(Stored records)

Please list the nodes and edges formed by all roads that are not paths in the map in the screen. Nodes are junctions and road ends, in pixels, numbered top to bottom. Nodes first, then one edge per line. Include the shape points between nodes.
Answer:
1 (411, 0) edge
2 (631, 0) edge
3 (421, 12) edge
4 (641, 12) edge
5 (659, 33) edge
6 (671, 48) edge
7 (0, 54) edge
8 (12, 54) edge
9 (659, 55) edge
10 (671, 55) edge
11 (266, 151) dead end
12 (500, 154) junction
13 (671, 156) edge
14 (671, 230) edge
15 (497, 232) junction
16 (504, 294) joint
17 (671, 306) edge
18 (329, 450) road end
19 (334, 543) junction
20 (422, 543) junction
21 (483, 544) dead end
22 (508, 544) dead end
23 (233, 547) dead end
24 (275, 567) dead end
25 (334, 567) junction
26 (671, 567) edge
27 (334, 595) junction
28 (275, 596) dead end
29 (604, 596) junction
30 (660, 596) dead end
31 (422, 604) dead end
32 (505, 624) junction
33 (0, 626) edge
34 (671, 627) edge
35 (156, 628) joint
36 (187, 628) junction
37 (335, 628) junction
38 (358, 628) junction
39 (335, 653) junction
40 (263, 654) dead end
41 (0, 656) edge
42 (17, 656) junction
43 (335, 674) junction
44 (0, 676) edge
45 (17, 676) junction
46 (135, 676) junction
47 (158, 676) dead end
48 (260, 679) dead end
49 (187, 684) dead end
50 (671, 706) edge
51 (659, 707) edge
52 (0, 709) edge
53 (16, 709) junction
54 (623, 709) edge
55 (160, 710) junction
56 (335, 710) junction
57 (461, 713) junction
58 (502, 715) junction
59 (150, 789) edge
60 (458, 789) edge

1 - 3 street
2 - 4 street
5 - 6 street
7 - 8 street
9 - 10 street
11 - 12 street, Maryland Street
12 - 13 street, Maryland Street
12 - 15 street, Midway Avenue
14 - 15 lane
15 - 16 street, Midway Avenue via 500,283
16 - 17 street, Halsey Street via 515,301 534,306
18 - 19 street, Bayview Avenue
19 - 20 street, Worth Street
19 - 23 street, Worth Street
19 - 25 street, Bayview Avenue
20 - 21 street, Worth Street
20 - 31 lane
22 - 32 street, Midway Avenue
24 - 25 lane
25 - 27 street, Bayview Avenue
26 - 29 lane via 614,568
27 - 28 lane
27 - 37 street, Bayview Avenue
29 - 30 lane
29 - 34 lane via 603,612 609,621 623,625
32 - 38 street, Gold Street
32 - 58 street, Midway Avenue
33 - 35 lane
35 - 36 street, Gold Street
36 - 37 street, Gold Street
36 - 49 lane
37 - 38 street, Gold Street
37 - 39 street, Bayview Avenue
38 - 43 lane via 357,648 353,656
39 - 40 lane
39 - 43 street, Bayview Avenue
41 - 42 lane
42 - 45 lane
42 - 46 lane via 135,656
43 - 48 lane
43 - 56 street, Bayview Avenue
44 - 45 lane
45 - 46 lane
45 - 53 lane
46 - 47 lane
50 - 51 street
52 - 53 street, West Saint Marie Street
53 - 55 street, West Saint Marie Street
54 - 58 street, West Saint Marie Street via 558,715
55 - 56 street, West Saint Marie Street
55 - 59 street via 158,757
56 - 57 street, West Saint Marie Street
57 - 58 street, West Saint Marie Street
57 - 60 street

» **Your instructions**: The records need to be copied exactly, with no line left out.

» **Solution to this exercise**:
Please list the nodes and edges formed by all roads that are not paths in the map in the screen. Nodes are junctions and road ends, in pixels, numbered top to bottom. Nodes first, then one edge per line. Include the shape points between nodes.
Answer:
1 (411, 0) edge
2 (631, 0) edge
3 (421, 12) edge
4 (641, 12) edge
5 (659, 33) edge
6 (671, 48) edge
7 (0, 54) edge
8 (12, 54) edge
9 (659, 55) edge
10 (671, 55) edge
11 (266, 151) dead end
12 (500, 154) junction
13 (671, 156) edge
14 (671, 230) edge
15 (497, 232) junction
16 (504, 294) joint
17 (671, 306) edge
18 (329, 450) road end
19 (334, 543) junction
20 (422, 543) junction
21 (483, 544) dead end
22 (508, 544) dead end
23 (233, 547) dead end
24 (275, 567) dead end
25 (334, 567) junction
26 (671, 567) edge
27 (334, 595) junction
28 (275, 596) dead end
29 (604, 596) junction
30 (660, 596) dead end
31 (422, 604) dead end
32 (505, 624) junction
33 (0, 626) edge
34 (671, 627) edge
35 (156, 628) joint
36 (187, 628) junction
37 (335, 628) junction
38 (358, 628) junction
39 (335, 653) junction
40 (263, 654) dead end
41 (0, 656) edge
42 (17, 656) junction
43 (335, 674) junction
44 (0, 676) edge
45 (17, 676) junction
46 (135, 676) junction
47 (158, 676) dead end
48 (260, 679) dead end
49 (187, 684) dead end
50 (671, 706) edge
51 (659, 707) edge
52 (0, 709) edge
53 (16, 709) junction
54 (623, 709) edge
55 (160, 710) junction
56 (335, 710) junction
57 (461, 713) junction
58 (502, 715) junction
59 (150, 789) edge
60 (458, 789) edge

1 - 3 street
2 - 4 street
5 - 6 street
7 - 8 street
9 - 10 street
11 - 12 street, Maryland Street
12 - 13 street, Maryland Street
12 - 15 street, Midway Avenue
14 - 15 lane
15 - 16 street, Midway Avenue via 500,283
16 - 17 street, Halsey Street via 515,301 534,306
18 - 19 street, Bayview Avenue
19 - 20 street, Worth Street
19 - 23 street, Worth Street
19 - 25 street, Bayview Avenue
20 - 21 street, Worth Street
20 - 31 lane
22 - 32 street, Midway Avenue
24 - 25 lane
25 - 27 street, Bayview Avenue
26 - 29 lane via 614,568
27 - 28 lane
27 - 37 street, Bayview Avenue
29 - 30 lane
29 - 34 lane via 603,612 609,621 623,625
32 - 38 street, Gold Street
32 - 58 street, Midway Avenue
33 - 35 lane
35 - 36 street, Gold Street
36 - 37 street, Gold Street
36 - 49 lane
37 - 38 street, Gold Street
37 - 39 street, Bayview Avenue
38 - 43 lane via 357,648 353,656
39 - 40 lane
39 - 43 street, Bayview Avenue
41 - 42 lane
42 - 45 lane
42 - 46 lane via 135,656
43 - 48 lane
43 - 56 street, Bayview Avenue
44 - 45 lane
45 - 46 lane
45 - 53 lane
46 - 47 lane
50 - 51 street
52 - 53 street, West Saint Marie Street
53 - 55 street, West Saint Marie Street
54 - 58 street, West Saint Marie Street via 558,715
55 - 56 street, West Saint Marie Street
55 - 59 street via 158,757
56 - 57 street, West Saint Marie Street
57 - 58 street, West Saint Marie Street
57 - 60 street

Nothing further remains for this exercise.